The danger of radiation sent foreign bankers looking for physical safe havens on Wednesday, as worries continued over the potential for nuclear meltdown at Japan’s earthquake-damaged reactors. Prices for evacuation flights had risen by as much as 25%.
According to Reuters, foreign bankers from such institutions as BNP Paribas (BNPP.PA), Standard Chartered (STAN.L) and Morgan Stanley (MS.N) have left either Tokyo or Japan itself on commercial and charter flights as ongoing problems at Fukushima Daiichi continued to release elevated levels of radiation that have been detected in Tokyo. Workers at Fukushhima Daiichi were briefly evacuated because of heightened radiation levels, then allowed to return, but efforts to cool the reactors by water dropped from helicopters were canceled, also due to high radiation levels.

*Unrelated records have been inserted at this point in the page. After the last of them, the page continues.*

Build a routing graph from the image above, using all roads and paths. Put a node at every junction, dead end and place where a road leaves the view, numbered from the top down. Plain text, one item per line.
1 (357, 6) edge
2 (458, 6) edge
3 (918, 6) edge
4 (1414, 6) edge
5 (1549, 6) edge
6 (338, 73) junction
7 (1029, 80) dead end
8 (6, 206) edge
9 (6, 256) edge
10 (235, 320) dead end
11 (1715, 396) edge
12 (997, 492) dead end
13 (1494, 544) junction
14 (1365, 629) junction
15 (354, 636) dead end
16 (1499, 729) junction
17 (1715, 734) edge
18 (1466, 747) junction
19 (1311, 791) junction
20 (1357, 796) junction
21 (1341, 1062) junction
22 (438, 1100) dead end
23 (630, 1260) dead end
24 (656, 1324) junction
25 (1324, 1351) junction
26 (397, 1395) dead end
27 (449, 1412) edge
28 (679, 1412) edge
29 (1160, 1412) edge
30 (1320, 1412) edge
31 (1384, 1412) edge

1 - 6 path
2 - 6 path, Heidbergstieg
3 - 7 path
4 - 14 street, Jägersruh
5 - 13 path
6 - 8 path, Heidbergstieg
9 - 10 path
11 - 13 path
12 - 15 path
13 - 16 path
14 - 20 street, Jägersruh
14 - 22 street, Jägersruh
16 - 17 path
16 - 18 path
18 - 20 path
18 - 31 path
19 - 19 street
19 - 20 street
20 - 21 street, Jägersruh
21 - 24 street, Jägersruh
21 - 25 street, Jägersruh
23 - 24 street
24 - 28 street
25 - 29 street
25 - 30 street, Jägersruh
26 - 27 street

France has, according to The Guardian, characterized the situation at Fukushima as just short of Level 7 (Chernobyl was Level 7) in severity, and urged French nationals to leave Japan or at least relocate to the southern portion of the country, but Japan itself has given no such orders. Such a move may provide only relative safety, however, as not only the region around Fukushima continues to be hit with aftershocks, but a 6.0 magnitude quake hit eastern Japan on Wednesday that could be felt in Tokyo.
While the Tokyo-based International Bankers Association (IBA) said in a Tuesday statement that none of its 16 member banks had closed or given orders for staff to evacuate, private jet operators were cashing in on the exodus. Jackie Wu, COO of Hong Kong Jet, a new private jet subsidiary of China's HNA Group, said in the
report, "I got a request yesterday to fly 14 people from Tokyo to Hong Kong, 5-hour, 5-minutes trip. They did not care about price." One jet operator said evacuation of 14 people by air from Tokyo to Hong Kong topped $160,000.
While the quantity of expatriates making up foreign bank staff in Tokyo is not large, perhaps less than 10%, that percentage is often made up of senior personnel whose exit can significantly impact business. One unnamed banker was quoted as saying, "The foreign banker presence on the ground in Tokyo now is very thin and depending on how long it takes them to return there could be lasting implications of that. Every time there's a washout of foreigners in Japan they never quite return in the same numbers."
Christopher Knight, Japan CEO for Standard Chartered, said Wednesday in the report that his office was open and working, saying, "We are watching the situation as it unfolds, but right now, it's business as usual." Citigroup (C.N), J.P. Morgan (JPM.N) and Morgan Stanley all said that business was as usual as well.
However, both remaining foreign bankers and Japanese bankers said it was anything but, as they coped with rolling blackouts, on-and-off communications, fleeing people, and low staff levels. And while Morgan Stanley in the report denied evacuating any staff, an unnamed source told Thomson Reuters' IFR that the bank's credit team had been moved from Tokyo. IFR was reported to have spoken with 14 bankers from the bond syndicate and equities desks of Citigroup, J.P. Morgan, Deutsche Bank (DBKGn.DE), Morgan Stanley, Bank of America-Merrill Lynch (BAC.N) and BNP Paribas who had already departed for Singapore, Hong Kong or Seoul or who were trying to leave.
One European investment banker was quoted as saying, "At the end of the day, it's the employees' choice whether they flee or stay back." When asked who was leaving, he replied, "Who isn't? Everyone is trying to get out. Wouldn't you?"